Apropopos Wandel: Ein Reddit-User meint, gehört zu haben, dass Piloten oft betrunken fliegen – und fragt natürlich prompt nach. Dazu meint der Flugkapitän: „Früher kam es mit Sicherheit häufiger vor, heutzutage aber sehr selten. Es werden vereinzelt Alkoholkontrollen durchgeführt, das soll wohl die nächsten Jahre intensiviert werden. Was in anderen Airlines abgeht, kann ich aber natürlich nicht einschätzen.“

Amateur am Steuer: Könnte ein Passagier ein Flugzeug im Notfall landen?

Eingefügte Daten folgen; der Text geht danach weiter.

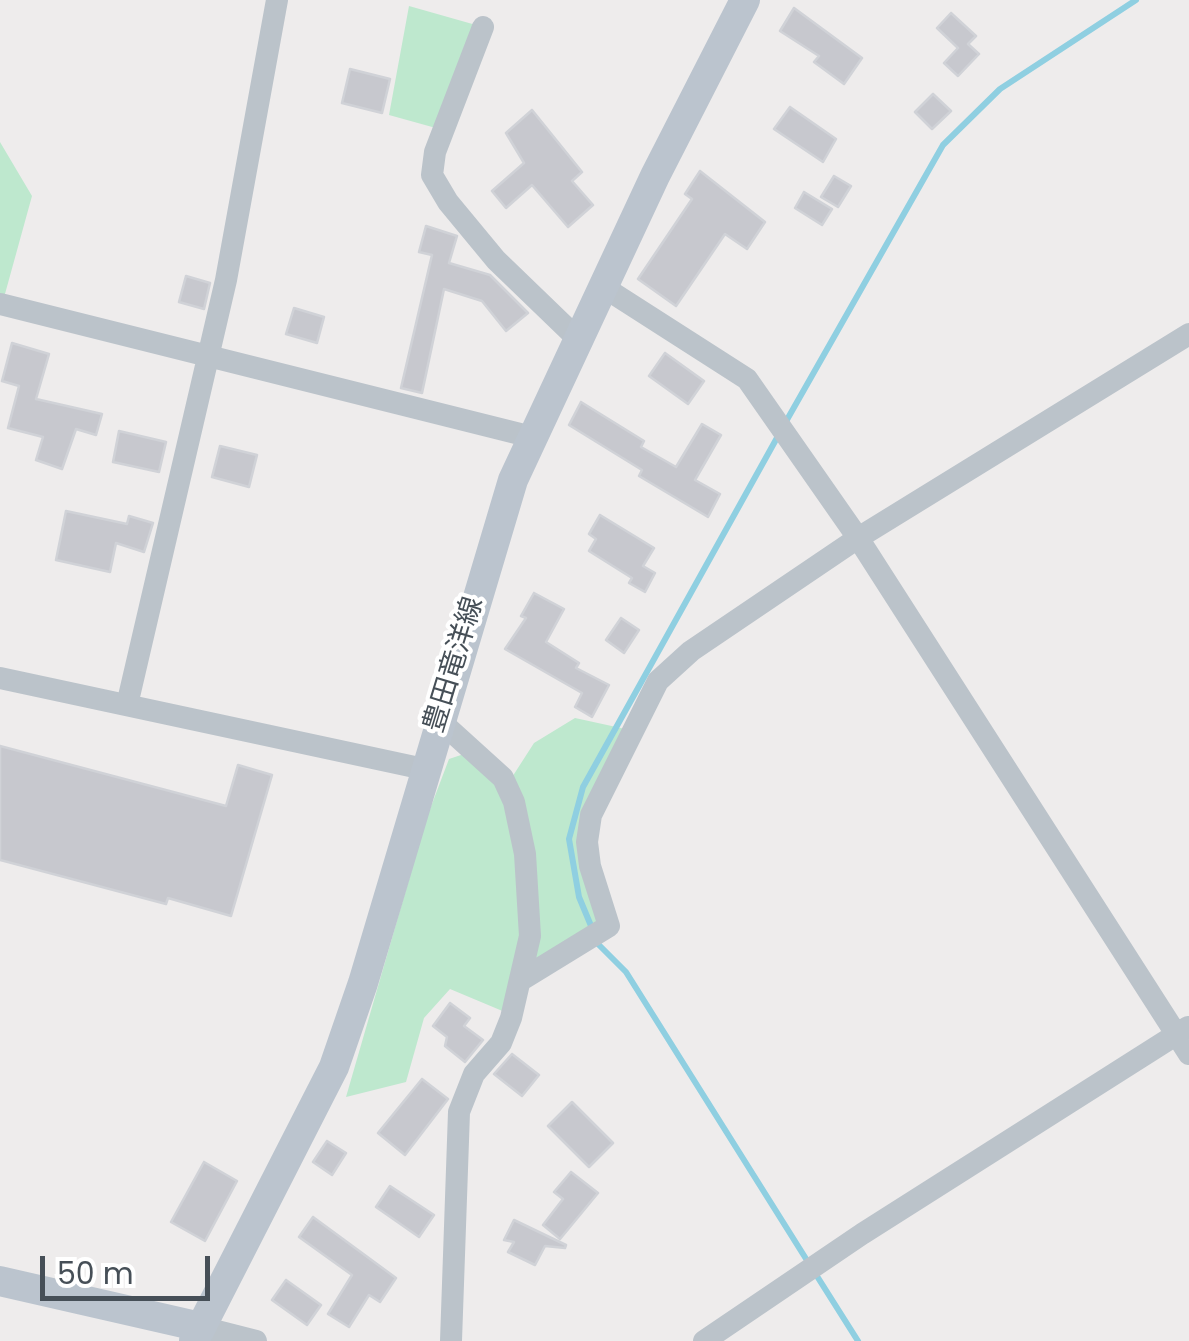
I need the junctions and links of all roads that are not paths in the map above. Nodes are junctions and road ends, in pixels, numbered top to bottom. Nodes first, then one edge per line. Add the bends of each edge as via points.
1 (277, 0) edge
2 (745, 0) edge
3 (483, 27) dead end
4 (605, 288) junction
5 (0, 304) edge
6 (1189, 334) edge
7 (580, 342) junction
8 (210, 354) junction
9 (532, 437) junction
10 (858, 538) junction
11 (0, 678) edge
12 (127, 705) junction
13 (439, 720) junction
14 (424, 769) junction
15 (520, 980) junction
16 (1185, 1038) edge
17 (0, 1281) edge
18 (197, 1334) edge
19 (256, 1341) edge
20 (451, 1341) edge
21 (704, 1341) edge

1 - 8 street
2 - 4 main road, 豊田竜洋線
3 - 7 street via 432,175 496,260
4 - 7 main road, 豊田竜洋線
4 - 10 street via 747,379
5 - 8 street
6 - 10 street
7 - 9 main road, 豊田竜洋線
8 - 9 street
8 - 12 street
9 - 13 main road, 豊田竜洋線
10 - 15 street via 691,651 658,681 591,814 590,866 608,926
10 - 16 street
11 - 12 street
12 - 14 street
13 - 14 main road, 豊田竜洋線
13 - 15 street via 503,778 514,802 530,936
14 - 18 main road, 豊田竜洋線 via 334,1067
15 - 20 street via 500,1043 474,1074 458,1112
16 - 21 street
17 - 18 main road
18 - 19 street

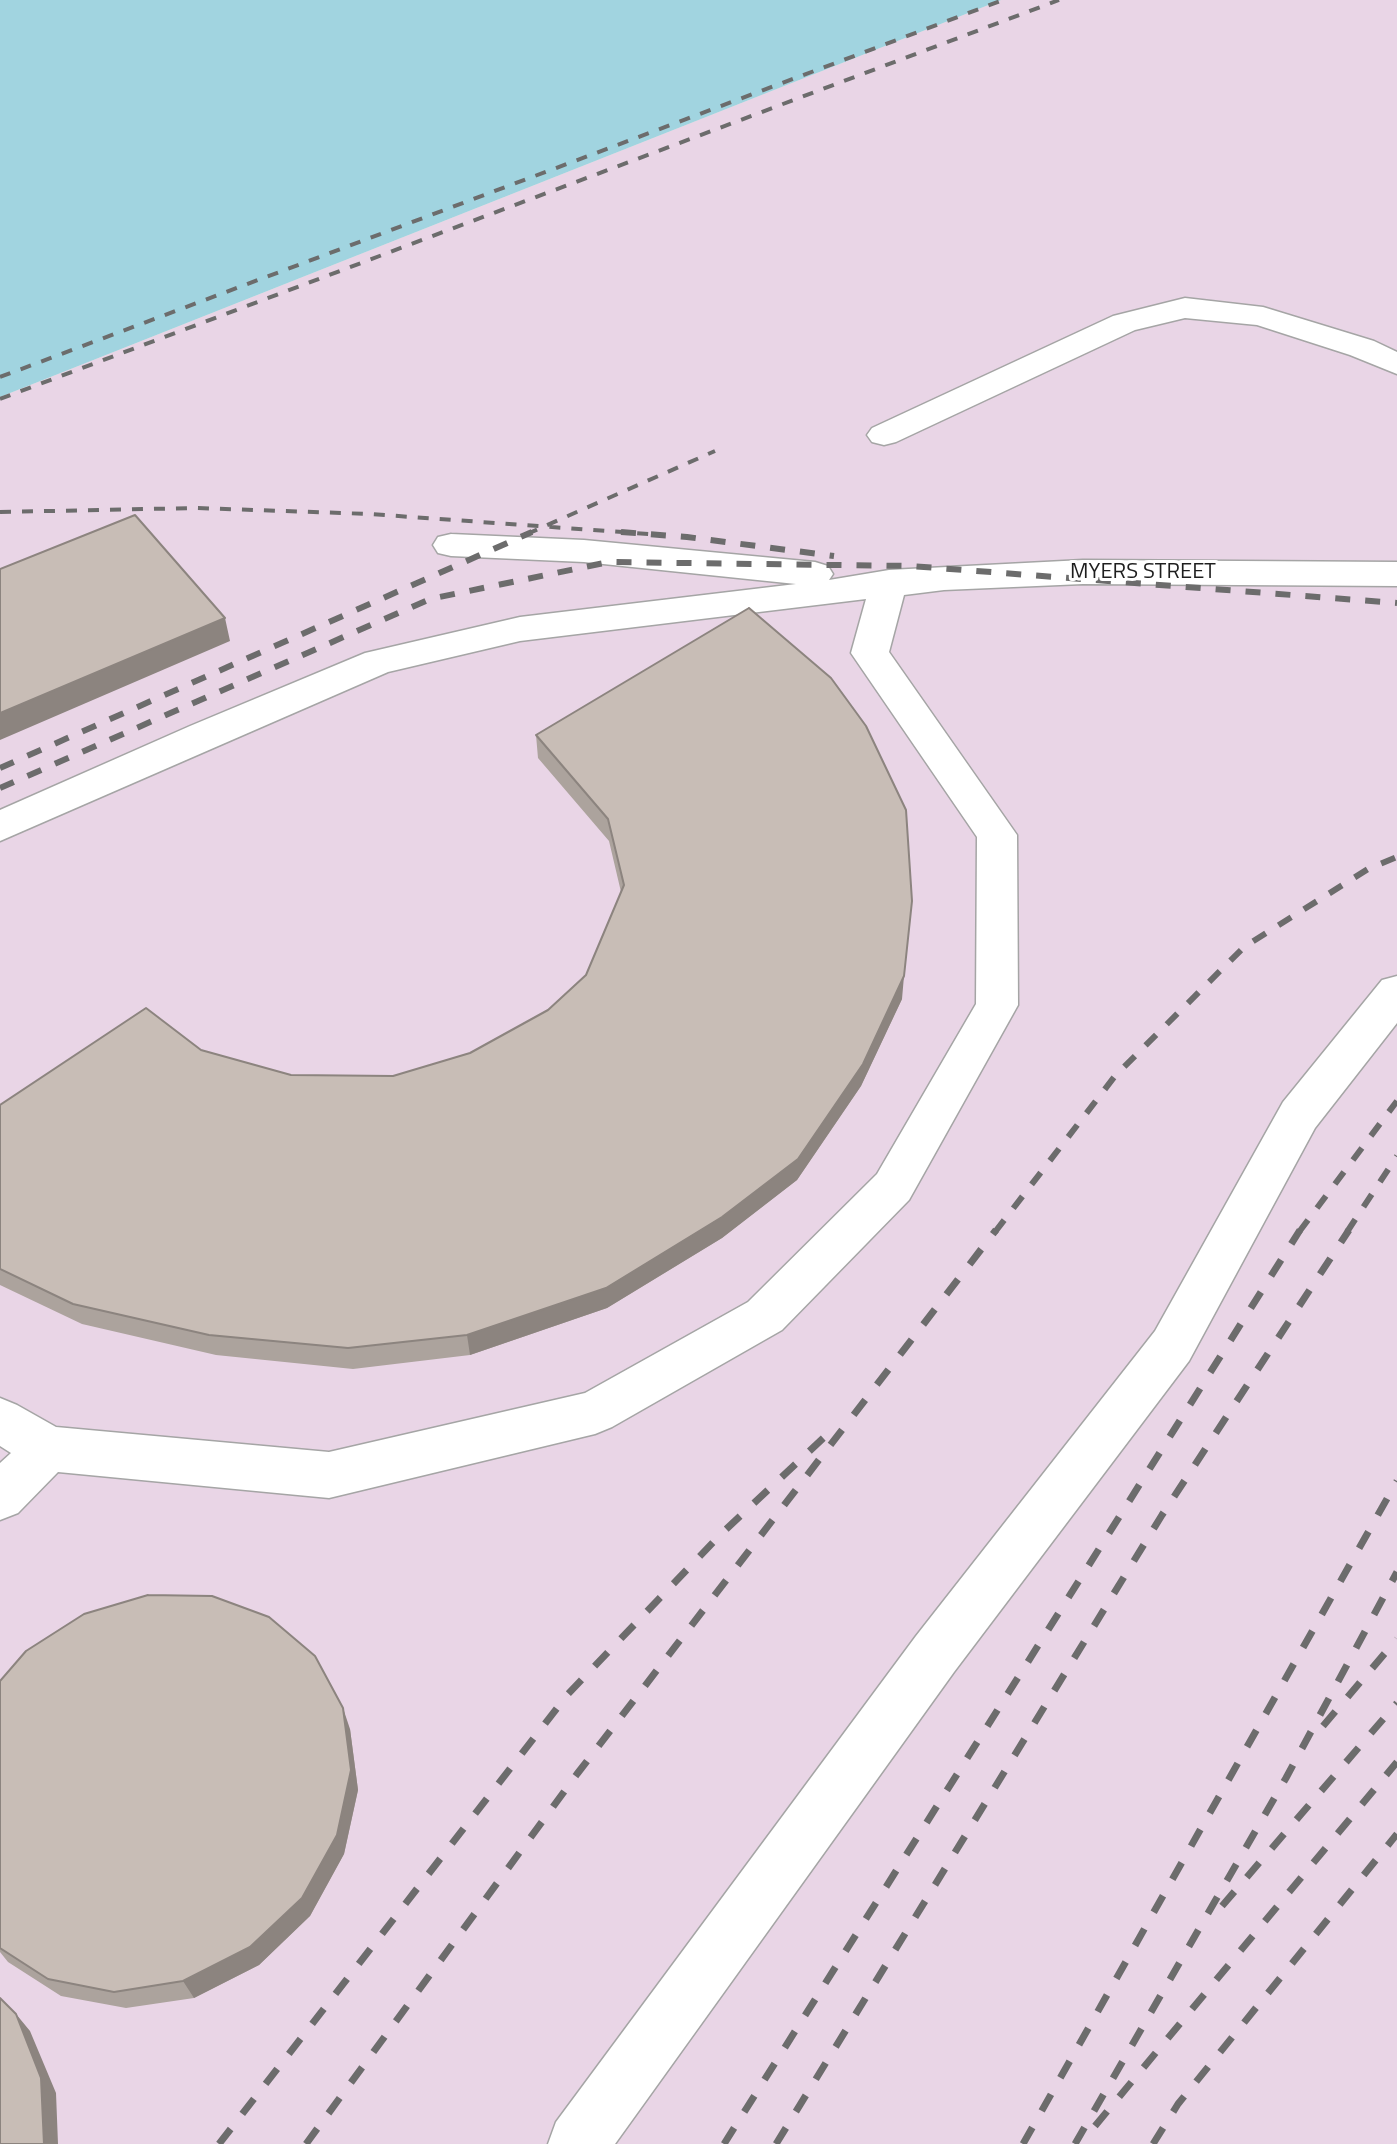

Es ist ein Szenario, das sich wohl jeder Flugpassagiere schon einmal ausgemalt hat: Der Pilot ist außer Gefecht gesetzt und plötzlich muss ein Laie ans Steuer. Eine Vorstellung, die auch gerne mal in Hollywood-Filmen, zur Realität gemacht wird. Aber: „Wie wahrscheinlich ist es für einen Laien, der keine Ahnung hat, in einem angenommenen Ausnahmefall das Flugzeug mit Anweisungen über Funk zu landen?“, will ein Nutzer wissen.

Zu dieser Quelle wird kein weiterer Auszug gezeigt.